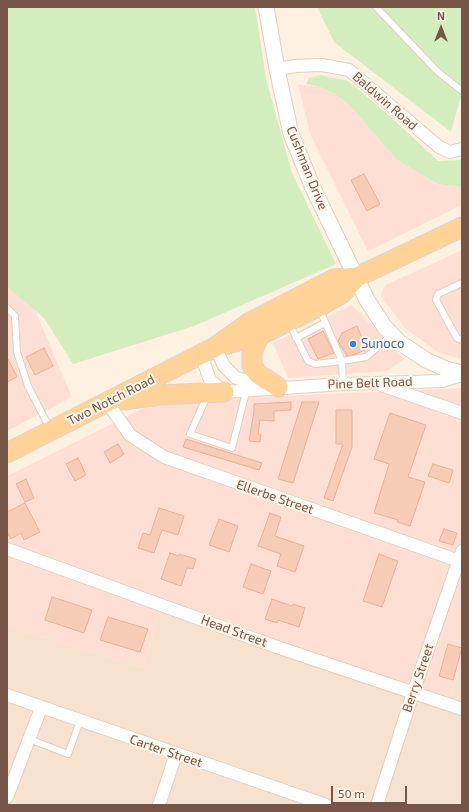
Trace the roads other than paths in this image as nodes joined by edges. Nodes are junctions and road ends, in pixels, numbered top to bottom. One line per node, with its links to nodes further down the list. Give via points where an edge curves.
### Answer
1 (266, 7): 3 (street, Cushman Drive)
2 (376, 7): 4 (lane, via 437,71)
3 (277, 69): 5 (street, Baldwin Road, via 322,65 349,70 439,147 450,152); 7 (street, Cushman Drive, via 291,134 313,188)
4 (462, 91)
5 (462, 149)
6 (462, 227): 7 (main road, Two Notch Road)
7 (357, 277): 10 (main road, Two Notch Road); 13 (street, Cushman Drive, via 370,305); 15 (main road, Two Notch Road, via 334,279 250,322)
8 (462, 283): 14 (lane, via 438,294 436,300 457,338)
9 (7, 308): 25 (lane, via 15,316 17,352 28,386)
10 (322, 315): 11 (main road, Two Notch Road); 16 (lane)
11 (292, 330): 12 (main road, Two Notch Road); 16 (lane, via 308,361 315,364)
12 (260, 335): 15 (main road, Two Notch Road); 20 (main road, via 252,351 252,366 258,374)
13 (392, 336): 16 (lane, via 366,357); 17 (street, Cushman Drive, via 426,360)
14 (462, 340)
15 (208, 351): 20 (street, Pine Belt Road, via 236,378); 22 (street, via 210,380); 23 (main road, Two Notch Road)
16 (342, 361): 19 (lane)
17 (462, 374): 18 (street, Pine Belt Road, via 442,381)
18 (375, 383): 19 (street, Pine Belt Road); 24 (street)
19 (343, 384): 20 (street, Pine Belt Road)
20 (278, 387): 21 (street, Pine Belt Road)
21 (246, 392): 22 (street, Pine Belt Road); 22 (lane, via 232,448 190,434)
22 (216, 393): 23 (main road, via 160,395)
23 (107, 402): 25 (main road, Two Notch Road); 28 (street, Ellerbe Street, via 130,435 164,457)
24 (462, 413)
25 (51, 431): 26 (main road, Two Notch Road)
26 (7, 453)
27 (7, 549): 29 (street, Head Street, via 274,646)
28 (461, 558): 29 (street, Berry Street)
29 (413, 693): 32 (street, Head Street); 39 (street, Berry Street)
30 (7, 696): 31 (street, Carter Street)
31 (41, 708): 33 (street, Carter Street); 34 (street)
32 (462, 709)
33 (80, 721): 34 (lane, via 68,754); 35 (street, Carter Street)
34 (29, 739): 36 (street)
35 (176, 754): 37 (street); 38 (street, Carter Street)
36 (7, 797)
37 (159, 805)
38 (326, 805)
39 (377, 805)

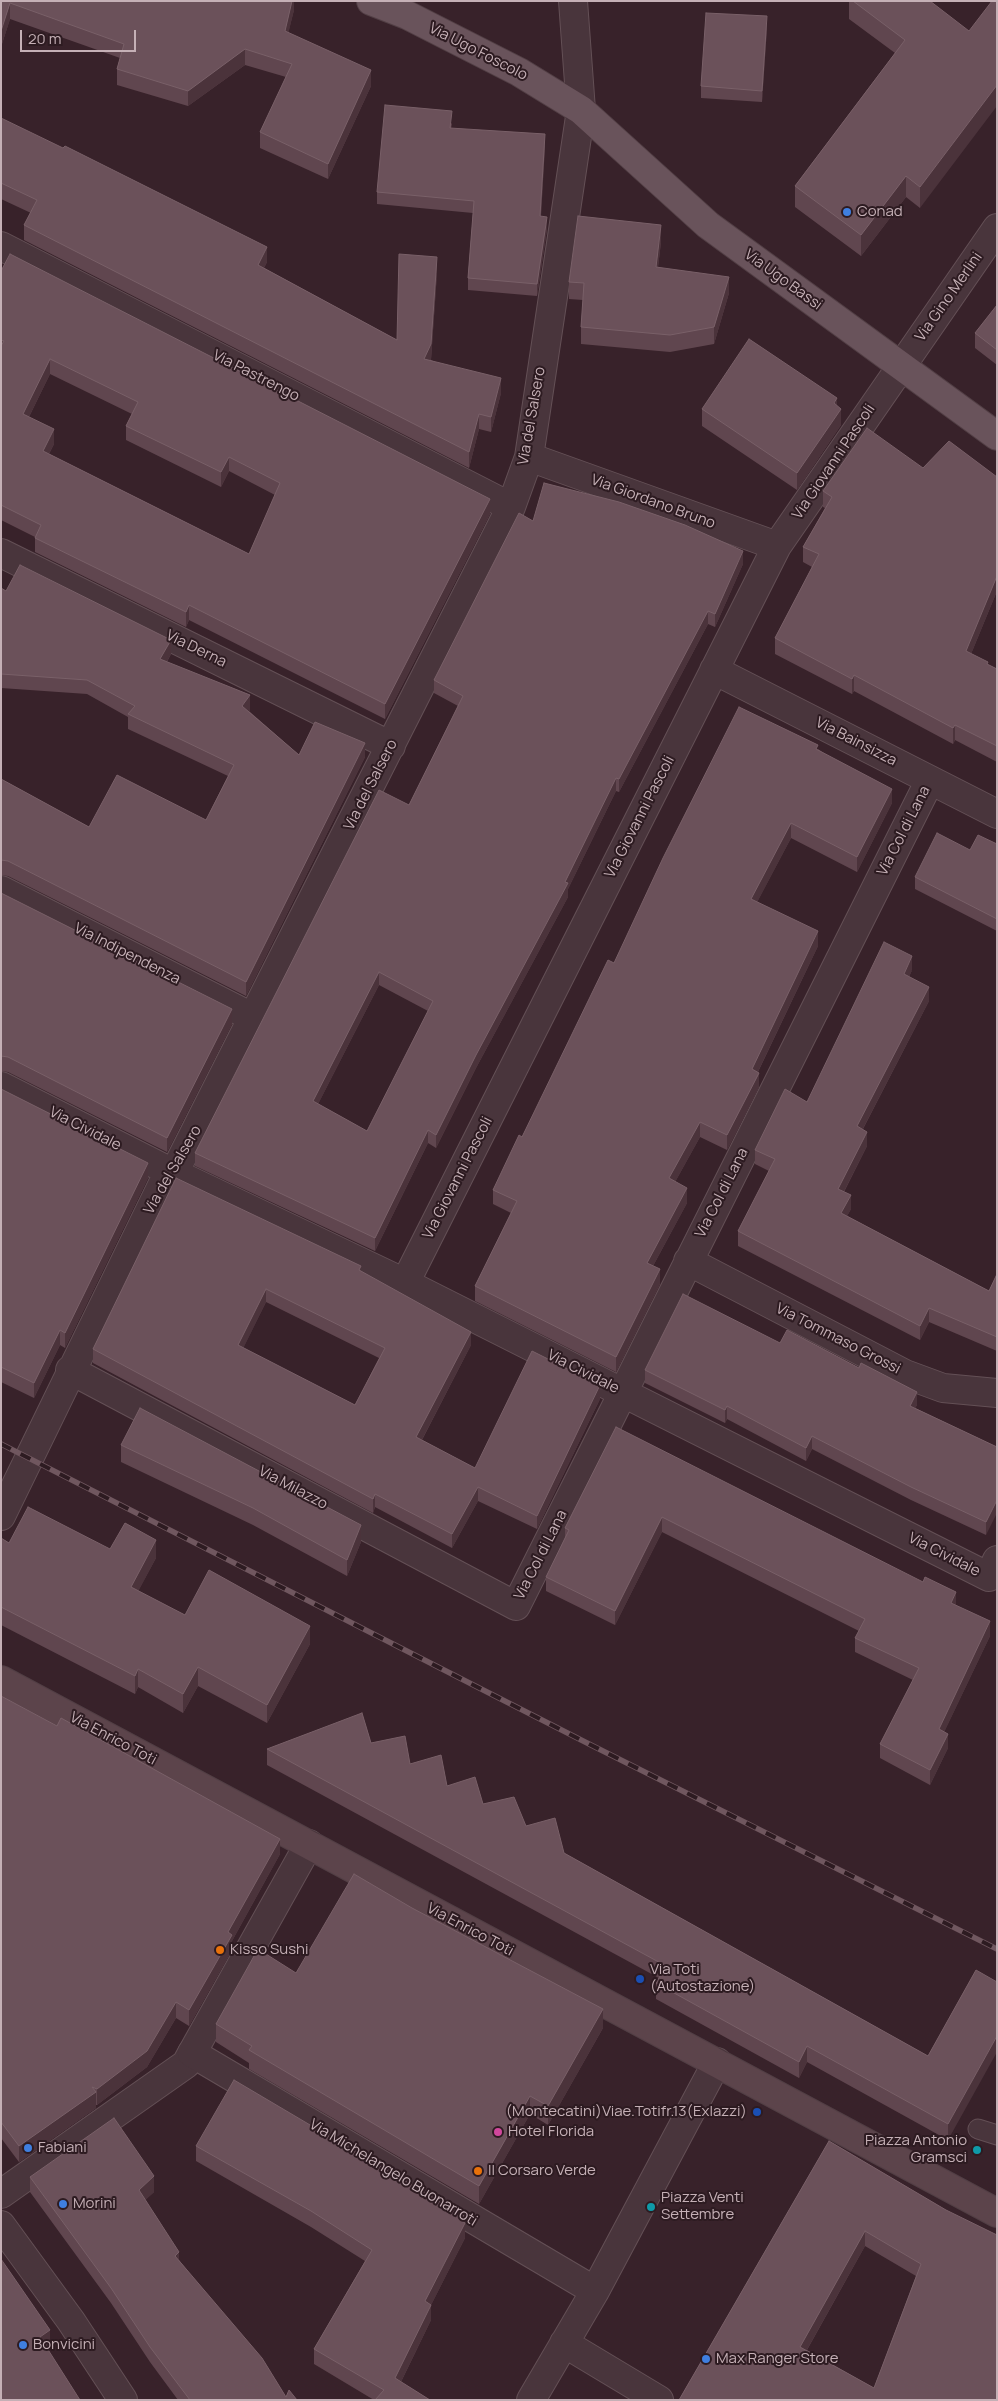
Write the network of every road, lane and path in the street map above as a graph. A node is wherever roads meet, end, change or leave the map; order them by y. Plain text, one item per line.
1 (371, 1) edge
2 (573, 1) edge
3 (581, 110) junction
4 (997, 228) edge
5 (1, 246) edge
6 (900, 366) junction
7 (997, 436) edge
8 (529, 457) junction
9 (511, 507) junction
10 (776, 546) junction
11 (1, 553) edge
12 (714, 670) junction
13 (391, 746) junction
14 (930, 780) junction
15 (997, 814) edge
16 (1, 890) edge
17 (254, 1018) junction
18 (1, 1086) edge
19 (172, 1172) junction
20 (688, 1261) junction
21 (405, 1283) junction
22 (70, 1370) junction
23 (623, 1393) junction
24 (997, 1393) edge
25 (1, 1516) edge
26 (993, 1569) edge
27 (516, 1606) joint
28 (1, 1680) edge
29 (309, 1844) junction
30 (192, 2053) junction
31 (717, 2062) junction
32 (978, 2129) dead end
33 (997, 2134) edge
34 (1, 2194) edge
35 (997, 2213) edge
36 (1, 2224) edge
37 (595, 2291) junction
38 (564, 2343) junction
39 (123, 2400) edge
40 (530, 2400) edge
41 (659, 2400) edge

1 - 3 main road, Via Ugo Foscolo
2 - 3 street, Via del Salsero
3 - 6 main road, Via Ugo Bassi
3 - 8 street, Via del Salsero
4 - 6 street, Via Gino Merlini
5 - 9 street, Via Pastrengo
6 - 7 main road, Via Ugo Bassi
6 - 10 street, Via Giovanni Pascoli
8 - 9 street, Via del Salsero
8 - 10 street, Via Giordano Bruno
9 - 13 street, Via del Salsero
10 - 12 street, Via Giovanni Pascoli
11 - 13 street, Via Derna
12 - 14 street, Via Bainsizza
12 - 21 street, Via Giovanni Pascoli
13 - 17 street, Via del Salsero
14 - 15 street, Via Bainsizza
14 - 20 street, Via Col di Lana
16 - 17 street, Via Indipendenza
17 - 19 street, Via del Salsero
18 - 19 street, Via Cividale
19 - 21 street, Via Cividale
19 - 22 street, Via del Salsero
20 - 23 street, Via Col di Lana
20 - 24 street, Via Tommaso Grossi
21 - 23 street, Via Cividale
22 - 25 street, Via del Salsero
22 - 27 street, Via Milazzo
23 - 26 street, Via Cividale
23 - 27 street, Via Col di Lana
28 - 29 main road, Via Enrico Toti
29 - 30 street
29 - 31 main road, Via Enrico Toti
30 - 34 street
30 - 37 street, Via Michelangelo Buonarroti
31 - 35 main road, Via Enrico Toti
31 - 37 street
32 - 33 lane
36 - 39 street
37 - 38 street
38 - 40 street
38 - 41 street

--- --- ---

What the task requires >>
In copying the material, drop all pictures and keep everything else identical.

Task response >>
Trace the roads other than paths in this image as nodes joined by edges. Nodes are junctions and road ends, in pixels, numbered top to bottom. One line per node, with its links to nodes further down the list. Give via points where an edge curves.
### Answer
1 (266, 7): 3 (street, Cushman Drive)
2 (376, 7): 4 (lane, via 437,71)
3 (277, 69): 5 (street, Baldwin Road, via 322,65 349,70 439,147 450,152); 7 (street, Cushman Drive, via 291,134 313,188)
4 (462, 91)
5 (462, 149)
6 (462, 227): 7 (main road, Two Notch Road)
7 (357, 277): 10 (main road, Two Notch Road); 13 (street, Cushman Drive, via 370,305); 15 (main road, Two Notch Road, via 334,279 250,322)
8 (462, 283): 14 (lane, via 438,294 436,300 457,338)
9 (7, 308): 25 (lane, via 15,316 17,352 28,386)
10 (322, 315): 11 (main road, Two Notch Road); 16 (lane)
11 (292, 330): 12 (main road, Two Notch Road); 16 (lane, via 308,361 315,364)
12 (260, 335): 15 (main road, Two Notch Road); 20 (main road, via 252,351 252,366 258,374)
13 (392, 336): 16 (lane, via 366,357); 17 (street, Cushman Drive, via 426,360)
14 (462, 340)
15 (208, 351): 20 (street, Pine Belt Road, via 236,378); 22 (street, via 210,380); 23 (main road, Two Notch Road)
16 (342, 361): 19 (lane)
17 (462, 374): 18 (street, Pine Belt Road, via 442,381)
18 (375, 383): 19 (street, Pine Belt Road); 24 (street)
19 (343, 384): 20 (street, Pine Belt Road)
20 (278, 387): 21 (street, Pine Belt Road)
21 (246, 392): 22 (street, Pine Belt Road); 22 (lane, via 232,448 190,434)
22 (216, 393): 23 (main road, via 160,395)
23 (107, 402): 25 (main road, Two Notch Road); 28 (street, Ellerbe Street, via 130,435 164,457)
24 (462, 413)
25 (51, 431): 26 (main road, Two Notch Road)
26 (7, 453)
27 (7, 549): 29 (street, Head Street, via 274,646)
28 (461, 558): 29 (street, Berry Street)
29 (413, 693): 32 (street, Head Street); 39 (street, Berry Street)
30 (7, 696): 31 (street, Carter Street)
31 (41, 708): 33 (street, Carter Street); 34 (street)
32 (462, 709)
33 (80, 721): 34 (lane, via 68,754); 35 (street, Carter Street)
34 (29, 739): 36 (street)
35 (176, 754): 37 (street); 38 (street, Carter Street)
36 (7, 797)
37 (159, 805)
38 (326, 805)
39 (377, 805)

Write the network of every road, lane and path in the street map above as a graph. A node is wherever roads meet, end, change or leave the map; order them by y. Plain text, one item per line.
1 (371, 1) edge
2 (573, 1) edge
3 (581, 110) junction
4 (997, 228) edge
5 (1, 246) edge
6 (900, 366) junction
7 (997, 436) edge
8 (529, 457) junction
9 (511, 507) junction
10 (776, 546) junction
11 (1, 553) edge
12 (714, 670) junction
13 (391, 746) junction
14 (930, 780) junction
15 (997, 814) edge
16 (1, 890) edge
17 (254, 1018) junction
18 (1, 1086) edge
19 (172, 1172) junction
20 (688, 1261) junction
21 (405, 1283) junction
22 (70, 1370) junction
23 (623, 1393) junction
24 (997, 1393) edge
25 (1, 1516) edge
26 (993, 1569) edge
27 (516, 1606) joint
28 (1, 1680) edge
29 (309, 1844) junction
30 (192, 2053) junction
31 (717, 2062) junction
32 (978, 2129) dead end
33 (997, 2134) edge
34 (1, 2194) edge
35 (997, 2213) edge
36 (1, 2224) edge
37 (595, 2291) junction
38 (564, 2343) junction
39 (123, 2400) edge
40 (530, 2400) edge
41 (659, 2400) edge

1 - 3 main road, Via Ugo Foscolo
2 - 3 street, Via del Salsero
3 - 6 main road, Via Ugo Bassi
3 - 8 street, Via del Salsero
4 - 6 street, Via Gino Merlini
5 - 9 street, Via Pastrengo
6 - 7 main road, Via Ugo Bassi
6 - 10 street, Via Giovanni Pascoli
8 - 9 street, Via del Salsero
8 - 10 street, Via Giordano Bruno
9 - 13 street, Via del Salsero
10 - 12 street, Via Giovanni Pascoli
11 - 13 street, Via Derna
12 - 14 street, Via Bainsizza
12 - 21 street, Via Giovanni Pascoli
13 - 17 street, Via del Salsero
14 - 15 street, Via Bainsizza
14 - 20 street, Via Col di Lana
16 - 17 street, Via Indipendenza
17 - 19 street, Via del Salsero
18 - 19 street, Via Cividale
19 - 21 street, Via Cividale
19 - 22 street, Via del Salsero
20 - 23 street, Via Col di Lana
20 - 24 street, Via Tommaso Grossi
21 - 23 street, Via Cividale
22 - 25 street, Via del Salsero
22 - 27 street, Via Milazzo
23 - 26 street, Via Cividale
23 - 27 street, Via Col di Lana
28 - 29 main road, Via Enrico Toti
29 - 30 street
29 - 31 main road, Via Enrico Toti
30 - 34 street
30 - 37 street, Via Michelangelo Buonarroti
31 - 35 main road, Via Enrico Toti
31 - 37 street
32 - 33 lane
36 - 39 street
37 - 38 street
38 - 40 street
38 - 41 street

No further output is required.